Personal information
- Full name: Joslain Leon Mayebi
- Date of birth: 14 October 1986 (age 38)
- Place of birth: Douala, Cameroon
- Height: 1.89 m (6 ft 2 in)
- Position(s): Goalkeeper

Senior career*
- Years: Team / Apps / (Gls)
- 2003–2008: FC Metz B / 60 / (0)
- 2008: AEK Larnaca / 6 / (0)
- 2008–2010: Hakoah Ramat Gan / 18 / (0)
- 2009: → Beitar Jerusalem (loan) / 0 / (0)
- 2010: → Maccabi Ahi Nazareth (loan) / 14 / (1)
- 2011–2014: Wrexham / 80 / (0)
- 2014–2015: Kidderminster Harriers / 0 / (0)
- 2015–2016: Tvøroyrar Bóltfelag / 11 / (0)
- 2016–2017: Royal Eagles / 29 / (0)
- 2018: Hereford / 0 / (0)

= Joslain Mayebi =

Cameroonian footballer

Joslain Leon Mayebi (born 14 October 1986) is a Cameroonian footballer who most recently played as a goalkeeper for Hereford.

==Career==
Mayebi previously played for FC Metz, AEK Larnaca and Hakoah Ramat Gan.

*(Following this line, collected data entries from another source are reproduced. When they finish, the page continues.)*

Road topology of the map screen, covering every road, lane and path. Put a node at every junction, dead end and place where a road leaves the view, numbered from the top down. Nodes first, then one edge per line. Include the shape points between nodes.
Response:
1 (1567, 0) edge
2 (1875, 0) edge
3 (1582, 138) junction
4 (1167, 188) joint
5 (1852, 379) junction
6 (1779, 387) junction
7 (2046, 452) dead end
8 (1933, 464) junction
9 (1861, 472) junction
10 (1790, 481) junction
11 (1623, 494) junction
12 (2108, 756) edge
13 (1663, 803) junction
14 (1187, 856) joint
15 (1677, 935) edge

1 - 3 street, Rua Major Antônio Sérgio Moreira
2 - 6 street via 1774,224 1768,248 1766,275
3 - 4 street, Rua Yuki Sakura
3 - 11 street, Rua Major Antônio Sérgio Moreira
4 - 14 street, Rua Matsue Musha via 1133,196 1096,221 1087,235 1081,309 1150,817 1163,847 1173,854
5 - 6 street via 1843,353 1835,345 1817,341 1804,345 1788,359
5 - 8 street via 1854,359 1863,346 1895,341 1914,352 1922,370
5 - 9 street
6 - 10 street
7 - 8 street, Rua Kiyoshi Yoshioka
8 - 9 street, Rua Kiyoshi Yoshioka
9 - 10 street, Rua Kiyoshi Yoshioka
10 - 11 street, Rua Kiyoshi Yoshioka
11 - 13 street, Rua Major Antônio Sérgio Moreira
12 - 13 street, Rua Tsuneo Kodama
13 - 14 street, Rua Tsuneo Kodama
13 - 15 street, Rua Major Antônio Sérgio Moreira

He was selected for the Cameroon national football team at the 2008 Summer Olympics, but did not appear in any matches. He was called into the squad for a 2010 FIFA World Cup qualifier against Togo on 28 March 2009, but did not play.

In late 2010 he spent time on trial with Preston North End and Leicester City.

===Wrexham===
He joined Wrexham on trial in December 2010, and, after impressing manager Dean Saunders, joined the club on 1 January 2011 until the end of the 2010–11 season. He made his debut against Luton Town on 30 April 2011. In the 2011–12 season Mayebi made his second appearance against Kidderminster Harriers due to Chris Maxwell being away on Wales under-21 duty, keeping a clean sheet. He went on to replace Maxwell as Wrexham's first choice goalkeeper after conceding only 7 goals in a 16-game run. Maxwell left Wrexham and joined Fleetwood Town due to a lack of first team opportunities.

In July 2012, with Mayebi and youth goalkeeper Louis Gray the only recognised goalkeepers at the club, the announcement of the signing of Andy Coughlin was made to challenge Mayebi for the number one spot during the 2012–13 season. Mayebi began the 2012/13 season relatively well keeping 6 clean sheets in the first 11 games of the season. His play earned him a callup to the Cameroon national football team for a Cup of Nations qualifier. On 29 January 2013 Mayebi picked up a season-ending injury in a 2–2 draw with Southport, the Cameroon international ruptured his Achilles and will be out for approximately 8 months possibly more. This caused Wrexham to re-sign Chris Maxwell on a loan from Fleetwood for the remainder of the season. On 24 March 2013 Mayebi picked up his first honour in football when Wrexham beat Grimsby Town on penalties at Wembley Stadium. Although Mayebi did not play at Wembley due to injury, he picked up a medal after playing in previous rounds against Rushall Olympic, Solihull Moors, Sutton United and Southport.

===Kidderminster Harriers===
On 24 November 2014, Joslain signed for Kidderminster Harriers on non-contract terms.

===Hereford===
In the summer of 2018 he signed for Hereford. He left again on 4 October 2018.